Vulci sotto i tuoi piedi: da Duke e ArcheoVerse la prima app per conoscere senza scavare

VULCI, 22 GIUGNO – Usa questa app su iPhone o Android per esplorare aree di Vulci nascoste sotto i tuoi piedi, sepolte dai millenni e rivelate solo dal radar che penetra il terreno. E’ Vulci The Hidden City, la prima applicazione del genere al mondo sviluppata con indagini non invasive, cioe’ senza scavare, grazie al lavoro scientifico di telerilevamento archeologico curato in molti anni dalla Duke University in collaborazione con la startup romana ArcheoVerse.

Clicca su qualsiasi struttura per ottenere ulteriori dettagli e sul pulsante info per sperimentare con gli strati e rivelare diverse vedute del panorama archeologico. L’app – spiega Maurizio Forte di Duke che a Vulci dirige lo scavo Vulci 3000 – e’ il risultato di anni di studio e ricerca iniziati pionieristicamente dall’ateneo americano nel 2014. Gia’ da allora l’utilizzo di droni multispettrali, indagini georadar e magnetometriche, associate anche alla revisione di foto aeree e mappe storiche aveva portato alla scoperta o ”riscoperta” del tessuto urbano etrusco e romano della citta’ di Vulci.

La parte scientifica di questo lavoro e’ gia’ stata ampiamente pubblicata in riviste “peer-review” di fama internazionale, mentre l’app e’ stata sviluppata appositamente per facilitare la visita al sito e al parco archeologico  grazie alla tesi di dottorato di uno studente americano, Antonio LoPiano, in collaborazione con ArcheoVerse.

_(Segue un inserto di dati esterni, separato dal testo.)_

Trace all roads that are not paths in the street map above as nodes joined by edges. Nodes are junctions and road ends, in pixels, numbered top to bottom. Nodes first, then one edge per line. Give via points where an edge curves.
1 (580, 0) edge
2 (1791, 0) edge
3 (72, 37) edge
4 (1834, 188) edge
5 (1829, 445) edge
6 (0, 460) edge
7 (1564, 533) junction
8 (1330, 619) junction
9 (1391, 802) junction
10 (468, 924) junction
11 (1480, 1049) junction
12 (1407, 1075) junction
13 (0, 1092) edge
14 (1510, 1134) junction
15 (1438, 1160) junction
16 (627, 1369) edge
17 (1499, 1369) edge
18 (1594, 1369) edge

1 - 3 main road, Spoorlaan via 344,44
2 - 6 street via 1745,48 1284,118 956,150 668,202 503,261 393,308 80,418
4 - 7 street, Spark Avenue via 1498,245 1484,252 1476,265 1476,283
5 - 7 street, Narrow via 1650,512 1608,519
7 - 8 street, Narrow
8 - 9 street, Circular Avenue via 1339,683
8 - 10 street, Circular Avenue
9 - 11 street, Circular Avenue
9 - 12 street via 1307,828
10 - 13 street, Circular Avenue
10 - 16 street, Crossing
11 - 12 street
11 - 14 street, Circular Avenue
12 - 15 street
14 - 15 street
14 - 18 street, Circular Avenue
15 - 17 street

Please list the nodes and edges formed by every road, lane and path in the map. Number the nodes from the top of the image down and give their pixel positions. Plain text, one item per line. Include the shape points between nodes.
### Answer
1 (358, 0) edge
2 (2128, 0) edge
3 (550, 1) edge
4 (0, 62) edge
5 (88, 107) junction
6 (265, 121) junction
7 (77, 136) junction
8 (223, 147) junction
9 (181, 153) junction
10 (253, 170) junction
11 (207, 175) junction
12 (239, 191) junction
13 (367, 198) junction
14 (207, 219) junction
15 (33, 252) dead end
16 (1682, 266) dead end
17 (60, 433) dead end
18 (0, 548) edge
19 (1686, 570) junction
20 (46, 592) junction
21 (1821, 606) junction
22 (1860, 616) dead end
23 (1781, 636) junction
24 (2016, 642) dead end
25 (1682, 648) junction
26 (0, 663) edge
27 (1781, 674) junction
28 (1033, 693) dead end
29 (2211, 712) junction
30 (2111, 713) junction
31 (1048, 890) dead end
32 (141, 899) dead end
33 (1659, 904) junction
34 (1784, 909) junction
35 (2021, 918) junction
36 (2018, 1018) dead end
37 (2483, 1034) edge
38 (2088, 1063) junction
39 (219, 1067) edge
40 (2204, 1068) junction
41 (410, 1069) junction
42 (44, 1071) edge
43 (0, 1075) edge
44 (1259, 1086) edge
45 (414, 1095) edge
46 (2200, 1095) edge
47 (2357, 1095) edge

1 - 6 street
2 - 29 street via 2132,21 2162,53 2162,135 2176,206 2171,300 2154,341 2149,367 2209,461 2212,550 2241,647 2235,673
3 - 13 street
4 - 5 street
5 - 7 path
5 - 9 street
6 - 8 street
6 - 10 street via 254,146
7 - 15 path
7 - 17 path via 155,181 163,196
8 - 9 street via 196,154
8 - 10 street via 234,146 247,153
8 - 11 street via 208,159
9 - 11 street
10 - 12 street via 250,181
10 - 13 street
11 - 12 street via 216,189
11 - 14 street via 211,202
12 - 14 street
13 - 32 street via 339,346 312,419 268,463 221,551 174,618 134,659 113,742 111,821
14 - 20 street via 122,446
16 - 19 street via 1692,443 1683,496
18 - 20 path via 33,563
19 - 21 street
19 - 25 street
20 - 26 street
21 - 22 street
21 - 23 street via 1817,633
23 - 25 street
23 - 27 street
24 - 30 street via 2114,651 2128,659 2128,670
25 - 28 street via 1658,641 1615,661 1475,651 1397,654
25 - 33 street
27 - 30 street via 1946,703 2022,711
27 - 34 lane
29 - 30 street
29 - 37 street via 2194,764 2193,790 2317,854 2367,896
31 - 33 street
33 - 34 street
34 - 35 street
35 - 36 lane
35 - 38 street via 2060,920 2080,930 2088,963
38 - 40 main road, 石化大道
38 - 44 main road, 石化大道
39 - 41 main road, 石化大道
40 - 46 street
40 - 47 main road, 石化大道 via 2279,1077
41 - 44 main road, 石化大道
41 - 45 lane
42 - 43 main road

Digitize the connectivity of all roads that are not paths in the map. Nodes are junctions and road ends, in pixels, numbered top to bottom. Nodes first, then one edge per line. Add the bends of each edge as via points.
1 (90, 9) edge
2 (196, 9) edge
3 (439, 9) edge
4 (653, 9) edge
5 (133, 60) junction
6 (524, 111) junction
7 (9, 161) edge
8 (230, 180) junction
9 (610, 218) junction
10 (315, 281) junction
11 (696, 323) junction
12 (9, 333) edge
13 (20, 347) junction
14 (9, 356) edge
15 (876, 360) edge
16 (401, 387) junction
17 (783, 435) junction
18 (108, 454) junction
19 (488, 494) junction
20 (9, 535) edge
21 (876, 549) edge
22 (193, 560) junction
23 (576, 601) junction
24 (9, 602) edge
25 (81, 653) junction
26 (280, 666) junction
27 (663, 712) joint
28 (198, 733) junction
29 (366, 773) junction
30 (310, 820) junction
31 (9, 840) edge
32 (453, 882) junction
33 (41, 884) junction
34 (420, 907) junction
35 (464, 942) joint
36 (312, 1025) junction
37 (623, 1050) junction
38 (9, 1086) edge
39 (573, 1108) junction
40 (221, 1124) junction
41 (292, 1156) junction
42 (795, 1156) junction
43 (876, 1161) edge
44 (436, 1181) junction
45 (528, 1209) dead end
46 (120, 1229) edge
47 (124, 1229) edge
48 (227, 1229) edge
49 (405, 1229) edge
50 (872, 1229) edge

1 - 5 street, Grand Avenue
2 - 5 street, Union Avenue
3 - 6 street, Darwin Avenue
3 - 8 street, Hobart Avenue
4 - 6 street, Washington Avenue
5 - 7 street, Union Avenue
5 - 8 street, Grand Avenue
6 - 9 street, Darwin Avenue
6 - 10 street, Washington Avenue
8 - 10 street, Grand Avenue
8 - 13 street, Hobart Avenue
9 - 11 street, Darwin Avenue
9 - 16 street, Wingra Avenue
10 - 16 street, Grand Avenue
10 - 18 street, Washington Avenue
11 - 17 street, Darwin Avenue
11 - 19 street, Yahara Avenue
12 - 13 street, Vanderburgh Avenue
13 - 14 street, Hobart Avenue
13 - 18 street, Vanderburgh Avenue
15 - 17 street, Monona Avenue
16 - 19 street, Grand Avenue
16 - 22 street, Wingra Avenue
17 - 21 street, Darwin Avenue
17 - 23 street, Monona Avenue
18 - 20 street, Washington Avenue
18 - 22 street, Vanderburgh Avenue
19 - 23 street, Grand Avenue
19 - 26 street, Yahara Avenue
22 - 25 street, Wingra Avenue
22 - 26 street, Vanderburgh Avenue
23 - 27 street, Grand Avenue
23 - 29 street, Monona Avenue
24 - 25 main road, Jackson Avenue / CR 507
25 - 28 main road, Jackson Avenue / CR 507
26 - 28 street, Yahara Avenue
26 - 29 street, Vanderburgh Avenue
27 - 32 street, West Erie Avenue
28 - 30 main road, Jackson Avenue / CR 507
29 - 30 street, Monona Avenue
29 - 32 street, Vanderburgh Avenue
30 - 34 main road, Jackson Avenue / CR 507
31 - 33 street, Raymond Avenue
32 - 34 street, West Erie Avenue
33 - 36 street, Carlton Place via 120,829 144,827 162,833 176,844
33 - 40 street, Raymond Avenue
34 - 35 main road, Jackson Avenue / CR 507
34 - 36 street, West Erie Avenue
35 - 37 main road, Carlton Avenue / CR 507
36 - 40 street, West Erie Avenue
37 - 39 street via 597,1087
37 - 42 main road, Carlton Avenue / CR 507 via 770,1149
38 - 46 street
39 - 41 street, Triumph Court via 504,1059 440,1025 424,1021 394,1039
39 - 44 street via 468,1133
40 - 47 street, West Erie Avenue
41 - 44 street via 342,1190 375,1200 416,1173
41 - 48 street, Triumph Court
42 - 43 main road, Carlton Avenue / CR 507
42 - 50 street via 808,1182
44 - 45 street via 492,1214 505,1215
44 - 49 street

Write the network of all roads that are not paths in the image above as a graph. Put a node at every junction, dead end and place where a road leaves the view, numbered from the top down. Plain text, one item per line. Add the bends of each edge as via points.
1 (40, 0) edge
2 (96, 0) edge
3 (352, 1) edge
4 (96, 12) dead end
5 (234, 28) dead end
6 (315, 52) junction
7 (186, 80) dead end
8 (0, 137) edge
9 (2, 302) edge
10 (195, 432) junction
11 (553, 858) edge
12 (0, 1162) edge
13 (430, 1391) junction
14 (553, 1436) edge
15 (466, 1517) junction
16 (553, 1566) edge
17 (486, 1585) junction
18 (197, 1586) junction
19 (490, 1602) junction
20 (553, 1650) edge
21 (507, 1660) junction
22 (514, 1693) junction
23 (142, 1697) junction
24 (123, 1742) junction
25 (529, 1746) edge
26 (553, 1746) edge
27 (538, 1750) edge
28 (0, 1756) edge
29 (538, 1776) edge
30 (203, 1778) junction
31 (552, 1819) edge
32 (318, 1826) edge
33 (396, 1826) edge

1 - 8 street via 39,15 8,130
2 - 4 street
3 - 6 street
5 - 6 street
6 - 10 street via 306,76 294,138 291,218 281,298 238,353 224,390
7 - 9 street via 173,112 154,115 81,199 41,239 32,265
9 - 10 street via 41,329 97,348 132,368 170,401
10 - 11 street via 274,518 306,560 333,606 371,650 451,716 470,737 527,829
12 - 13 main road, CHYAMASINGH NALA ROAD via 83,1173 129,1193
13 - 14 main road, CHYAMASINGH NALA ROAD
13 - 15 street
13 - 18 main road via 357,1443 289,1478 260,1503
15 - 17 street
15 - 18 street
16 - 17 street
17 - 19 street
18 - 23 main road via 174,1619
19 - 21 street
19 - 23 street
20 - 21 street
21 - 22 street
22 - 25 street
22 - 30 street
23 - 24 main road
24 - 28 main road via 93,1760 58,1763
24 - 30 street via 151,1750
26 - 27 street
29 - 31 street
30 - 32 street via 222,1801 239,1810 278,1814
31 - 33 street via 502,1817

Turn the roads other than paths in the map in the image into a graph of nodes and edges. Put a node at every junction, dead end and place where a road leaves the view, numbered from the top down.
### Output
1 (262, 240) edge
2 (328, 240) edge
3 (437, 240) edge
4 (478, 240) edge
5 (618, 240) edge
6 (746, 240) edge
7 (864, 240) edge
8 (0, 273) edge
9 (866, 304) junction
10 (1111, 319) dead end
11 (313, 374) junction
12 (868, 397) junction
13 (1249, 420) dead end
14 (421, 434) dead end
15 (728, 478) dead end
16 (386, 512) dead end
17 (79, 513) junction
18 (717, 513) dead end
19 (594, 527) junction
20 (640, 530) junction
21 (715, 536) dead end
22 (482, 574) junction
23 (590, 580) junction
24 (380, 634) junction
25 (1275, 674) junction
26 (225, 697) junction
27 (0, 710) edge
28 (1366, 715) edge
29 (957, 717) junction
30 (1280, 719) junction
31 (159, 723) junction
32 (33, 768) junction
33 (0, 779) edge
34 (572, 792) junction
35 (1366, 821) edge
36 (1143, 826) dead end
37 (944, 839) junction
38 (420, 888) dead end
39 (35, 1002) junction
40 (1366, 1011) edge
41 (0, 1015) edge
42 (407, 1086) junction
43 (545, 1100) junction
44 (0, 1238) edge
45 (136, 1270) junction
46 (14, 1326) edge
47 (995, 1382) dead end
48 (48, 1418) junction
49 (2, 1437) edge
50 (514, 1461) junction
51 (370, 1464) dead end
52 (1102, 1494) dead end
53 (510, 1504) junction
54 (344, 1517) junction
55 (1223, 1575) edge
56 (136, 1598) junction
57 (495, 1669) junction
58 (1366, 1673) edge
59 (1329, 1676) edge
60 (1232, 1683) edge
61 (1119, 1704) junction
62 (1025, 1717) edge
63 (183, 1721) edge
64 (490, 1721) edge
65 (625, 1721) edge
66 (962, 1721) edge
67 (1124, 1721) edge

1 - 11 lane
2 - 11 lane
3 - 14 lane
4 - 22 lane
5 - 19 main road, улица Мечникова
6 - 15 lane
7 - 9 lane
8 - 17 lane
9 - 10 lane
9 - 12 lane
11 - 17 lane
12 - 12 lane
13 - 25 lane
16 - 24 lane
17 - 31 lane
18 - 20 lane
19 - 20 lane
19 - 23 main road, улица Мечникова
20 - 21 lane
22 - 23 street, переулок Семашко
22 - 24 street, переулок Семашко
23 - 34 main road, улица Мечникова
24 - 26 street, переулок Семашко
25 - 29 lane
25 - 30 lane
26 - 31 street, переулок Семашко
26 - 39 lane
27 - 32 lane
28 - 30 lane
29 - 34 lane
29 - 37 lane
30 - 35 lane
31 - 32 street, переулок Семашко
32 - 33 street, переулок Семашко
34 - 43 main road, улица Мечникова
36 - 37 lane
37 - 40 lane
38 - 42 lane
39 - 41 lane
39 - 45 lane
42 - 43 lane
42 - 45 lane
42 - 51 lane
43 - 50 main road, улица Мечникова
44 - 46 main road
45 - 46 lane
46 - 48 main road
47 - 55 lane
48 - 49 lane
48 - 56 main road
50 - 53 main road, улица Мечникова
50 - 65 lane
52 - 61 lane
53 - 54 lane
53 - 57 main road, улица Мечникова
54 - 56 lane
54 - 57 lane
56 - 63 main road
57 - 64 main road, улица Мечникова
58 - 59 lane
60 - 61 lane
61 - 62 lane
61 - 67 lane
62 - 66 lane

La app (scaricabile gratuitamente) permette di visualizzare sotto i propri piedi lo spazio invisibile della citta’ ancora interrata, coniugando i monumenti visibili in superficie (solo il 5% dell’intero sito) con le strutture non scavate ancora “sotto i tuoi piedi”. In pratica il proprio smartphone diventa una specie di “lettore” in cui l’utente si riconosce con un pallino blu mentre si sposta in un affascinante percorso di riconoscimento dell’invisibile. I “vuoti” del paesaggio diventano “pieni” e si comprende la complessita’ di un sito e di un paesaggio che ha avuto oltre 1500 anni di vita urbana: “E’ uno straordinario esperimento di narrativa scientifica e spaziale mai tentato per il grande pubblico sino ad ora”, spiega Forte.